Both Villanova and Connecticut began to look into the move to I-A football, but the results were predetermined in both cases. At Connecticut, athletic direct Lew Perkins had been positioning the Huskies program for a move to I-A football almost since his arrival in 1990, while at Villanova, Fr. Dobbin reportedly had no intention of ever altering the status of his football program.
In 1997, the Big East asked both schools to provide a definitive answer on the future of their programs by years' end. UConn told the conference that they absolutely wanted to join, but needed (and were given) more time to resolve their stadium situation.
Villanova produced a report that advised the Board of Trustees that a move was feasible and preferable, but the conclusions of that report were not adopted. It didn't help that then-AD Gene DeFilippo refused to endorse the report, he had seen the writing on the wall during the process that the university president at the time would never allow the upgrade to go through, and was on his way to a new job at Boston College. When the report was presented to the board of trustees, the feeling in the room was that there was no point in voting in the move if the university president offered no support or even lukewarm support, since he would need to execute the transition. The invitation was ultimately declined.
UConn transformed their university with the move and their athletics program has flourished in the years that followed. With a football team that has achieved moderate success in the Big East and reached its first BCS bowl game in the 2011 Fiesta Bowl, the Huskies found their way onto the conference-realignment radar, this fall — though ultimately were not selected to join the ACC due to the strong opposition of Boston College.
Villanova, ironically, seemed like it would have had the support of Boston College, or at least the support of athletic director Gene DeFilippo, but the ACC generally wasn't interested in taking on a school without an operational FBS program.

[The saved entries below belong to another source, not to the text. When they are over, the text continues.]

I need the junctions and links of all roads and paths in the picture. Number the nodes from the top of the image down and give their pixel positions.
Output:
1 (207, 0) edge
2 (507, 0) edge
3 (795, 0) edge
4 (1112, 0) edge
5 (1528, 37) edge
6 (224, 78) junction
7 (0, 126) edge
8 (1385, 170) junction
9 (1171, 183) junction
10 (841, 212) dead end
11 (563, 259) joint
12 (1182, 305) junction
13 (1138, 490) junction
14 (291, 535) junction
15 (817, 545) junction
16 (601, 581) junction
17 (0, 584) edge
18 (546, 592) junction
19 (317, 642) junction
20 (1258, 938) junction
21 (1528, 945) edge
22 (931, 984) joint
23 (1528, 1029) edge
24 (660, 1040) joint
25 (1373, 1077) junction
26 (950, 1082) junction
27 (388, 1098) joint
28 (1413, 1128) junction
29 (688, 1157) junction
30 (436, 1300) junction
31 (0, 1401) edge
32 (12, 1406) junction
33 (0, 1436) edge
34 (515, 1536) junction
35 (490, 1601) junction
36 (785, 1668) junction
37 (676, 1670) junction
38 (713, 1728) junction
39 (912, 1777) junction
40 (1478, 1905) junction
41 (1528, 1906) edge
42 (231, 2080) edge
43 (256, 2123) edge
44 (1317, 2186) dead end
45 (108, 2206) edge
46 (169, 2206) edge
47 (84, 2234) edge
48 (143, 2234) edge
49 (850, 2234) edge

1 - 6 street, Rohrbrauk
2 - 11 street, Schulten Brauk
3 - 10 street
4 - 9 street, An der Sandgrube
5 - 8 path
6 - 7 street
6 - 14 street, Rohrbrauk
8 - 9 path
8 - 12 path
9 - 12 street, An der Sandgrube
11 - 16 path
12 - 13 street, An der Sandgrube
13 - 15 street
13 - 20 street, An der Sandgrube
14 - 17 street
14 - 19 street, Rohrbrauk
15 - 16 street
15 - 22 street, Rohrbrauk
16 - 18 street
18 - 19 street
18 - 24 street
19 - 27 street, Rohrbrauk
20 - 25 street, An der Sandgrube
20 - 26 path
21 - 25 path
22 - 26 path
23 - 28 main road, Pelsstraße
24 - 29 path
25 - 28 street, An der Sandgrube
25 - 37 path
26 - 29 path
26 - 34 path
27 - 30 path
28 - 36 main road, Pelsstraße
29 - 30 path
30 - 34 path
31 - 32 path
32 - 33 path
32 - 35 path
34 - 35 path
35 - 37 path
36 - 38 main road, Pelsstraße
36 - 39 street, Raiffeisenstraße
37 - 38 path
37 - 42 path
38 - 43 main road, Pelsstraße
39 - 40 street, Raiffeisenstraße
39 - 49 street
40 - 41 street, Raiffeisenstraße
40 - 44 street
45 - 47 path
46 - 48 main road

Will Villanova go for an even 6?
Villanova, without FBS football, is a "bystander" in conference realignment. The options that the Main Line school has are limited — hold on for dear life in the Big East conference or continue a trend of ignoring the growing influence of college football in America (now the nation's #2 sport, tied with Major League Baseball).
The 6 power conferences control the money and the basketball power. Even the football-first Big Ten and Big 12 conferences have risen to basketball power, surpassing the Big East this season on KenPom.com and Sagarin ratings systems.
The success of relative minnows like Butler, who were national runners-up on two-consecutive years, gives some hope that Villanova could survive without being tied to a major football conference, but can Butler's success be manufactured? With their two NBA selections gone, they have fallen off this season and will miss the NCAA tournament. Butler had a perfect storm of good fortune that opened a door to that success, but they have not been an elite program throughout their history.
Villanova currently spends around $7million per year on men's basketball alone, and that isn't the top budget in the Big East conference. Bigger budgets mean more resources for recruiting, better travel arrangements, equipment, coaching, and even academic support. A big budget doesn't guarantee success, but it certainly makes it more likely.
Without a major-conference home, Villanova risks losing the revenue streams that support those budgets, as well as the budgets of 23 other sports that the school currently sponsors.
At five crucial points in Villanova's history, the university had opportunities to take actions that might have changed the position that the university currently finds itself. Had the Big East never faltered in football or if Villanova had maintained football at the I-A level or upgraded the program when they had the chance, the options in the current realignment scene might be rosier.